Das Landgericht München II hat mit Endurteil vom 29.11.2024 im Verfahren 11 O 4129/23 aktuell über Räumung und Herausgabe eines Einfamilienhauses nach Zuschlag in der Zwangsversteigerung entschieden. Die Kläger hatten das Anwesen durch Zuschlagsbeschluss des Amtsgerichts München vom 27.10.2023 erworben und verlangten von den Nutzern die Herausgabe, nachdem diese trotz Aufforderung nicht geräumt hatten.
Eigentumserwerb durch Zuschlag
Nach dem mitgeteilten Sachverhalt wurde den Klägern das Objekt gegen Zahlung von 1.600.000 Euro zugeschlagen. Sie stützten ihre Klage nicht auf mietvertragliche Ansprüche, sondern auf den Herausgabeanspruch des Eigentümers nach § 985 BGB. Die Beklagten zu 1) und 3) beriefen sich demgegenüber auf Miet- beziehungsweise Untermietverhältnisse und griffen außerdem die Wirksamkeit des Zuschlagsbeschlusses an.
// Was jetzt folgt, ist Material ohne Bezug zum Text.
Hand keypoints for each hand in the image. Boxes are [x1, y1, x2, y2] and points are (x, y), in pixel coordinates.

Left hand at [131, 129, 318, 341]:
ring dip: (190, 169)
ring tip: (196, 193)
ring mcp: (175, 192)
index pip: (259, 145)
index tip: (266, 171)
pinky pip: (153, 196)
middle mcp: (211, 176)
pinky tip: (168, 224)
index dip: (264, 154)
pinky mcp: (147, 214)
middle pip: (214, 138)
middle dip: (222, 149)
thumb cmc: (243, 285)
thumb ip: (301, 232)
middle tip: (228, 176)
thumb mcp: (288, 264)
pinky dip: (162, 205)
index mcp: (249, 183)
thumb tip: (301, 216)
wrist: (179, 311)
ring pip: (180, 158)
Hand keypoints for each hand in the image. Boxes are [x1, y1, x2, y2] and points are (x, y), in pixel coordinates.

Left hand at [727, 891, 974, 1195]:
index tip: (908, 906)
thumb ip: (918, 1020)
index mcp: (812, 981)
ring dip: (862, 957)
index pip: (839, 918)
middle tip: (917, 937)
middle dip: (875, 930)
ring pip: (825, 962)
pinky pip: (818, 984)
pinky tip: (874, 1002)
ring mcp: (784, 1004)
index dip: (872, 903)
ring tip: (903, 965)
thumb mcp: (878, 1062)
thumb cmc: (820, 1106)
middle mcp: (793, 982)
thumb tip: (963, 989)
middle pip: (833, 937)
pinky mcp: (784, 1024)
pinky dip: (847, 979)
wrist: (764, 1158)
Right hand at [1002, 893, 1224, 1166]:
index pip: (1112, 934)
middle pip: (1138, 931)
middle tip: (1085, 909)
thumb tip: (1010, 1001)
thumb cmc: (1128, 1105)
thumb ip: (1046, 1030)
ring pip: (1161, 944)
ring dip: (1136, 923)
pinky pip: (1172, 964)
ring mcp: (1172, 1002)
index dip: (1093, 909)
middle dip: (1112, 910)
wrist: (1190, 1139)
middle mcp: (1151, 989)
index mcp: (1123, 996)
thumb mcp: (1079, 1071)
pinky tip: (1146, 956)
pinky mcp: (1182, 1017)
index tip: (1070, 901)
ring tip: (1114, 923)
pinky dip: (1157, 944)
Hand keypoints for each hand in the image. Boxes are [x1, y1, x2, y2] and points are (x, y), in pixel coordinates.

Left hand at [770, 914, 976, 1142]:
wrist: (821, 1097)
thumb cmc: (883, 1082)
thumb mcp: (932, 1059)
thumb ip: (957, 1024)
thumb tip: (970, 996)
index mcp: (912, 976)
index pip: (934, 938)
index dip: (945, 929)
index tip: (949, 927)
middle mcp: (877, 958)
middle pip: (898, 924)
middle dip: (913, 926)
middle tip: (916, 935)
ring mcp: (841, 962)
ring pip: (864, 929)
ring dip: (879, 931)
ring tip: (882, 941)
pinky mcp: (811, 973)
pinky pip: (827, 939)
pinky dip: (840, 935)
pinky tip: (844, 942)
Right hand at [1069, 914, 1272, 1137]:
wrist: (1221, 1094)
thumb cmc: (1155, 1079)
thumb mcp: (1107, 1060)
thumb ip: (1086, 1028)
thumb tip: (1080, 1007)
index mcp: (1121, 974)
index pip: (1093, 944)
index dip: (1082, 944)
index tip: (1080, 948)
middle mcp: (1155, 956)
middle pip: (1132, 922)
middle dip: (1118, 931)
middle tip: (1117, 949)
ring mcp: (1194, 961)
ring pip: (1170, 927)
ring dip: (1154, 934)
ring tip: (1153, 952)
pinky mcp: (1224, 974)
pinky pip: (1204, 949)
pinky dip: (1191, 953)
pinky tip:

Das Landgericht hat die Klage gegen die Beklagten zu 1) und 3) als begründet angesehen und sie zur Räumung sowie Herausgabe des Einfamilienhauses nebst Doppelgarage verurteilt. Gegen den Beklagten zu 2) wurde die Klage abgewiesen, weil er nach dem festgestellten Vortrag keine Besitzposition innehatte.
Die Beklagten zu 1) und 3) werden verurteilt, das von ihnen innegehaltene Einfamilienhaus [...] zu räumen und an die Kläger herauszugeben.
Räumungsklage trotz Zuschlagsbeschluss
Besonders praxisrelevant ist die Frage des Rechtsschutzinteresses. Der Zuschlagsbeschluss stellt nach § 93 Abs. 1 Satz 1 ZVG grundsätzlich selbst einen Vollstreckungstitel dar. Das Landgericht verneint dennoch nicht das Interesse an einem zusätzlichen Räumungs- und Herausgabeurteil. Nach der Entscheidung sind Zuschlagsbeschluss und Urteil nicht ohne Weiteres gleichwertig, weil sie unterschiedliche Angriffspunkte und Rechtsschutzsituationen betreffen können.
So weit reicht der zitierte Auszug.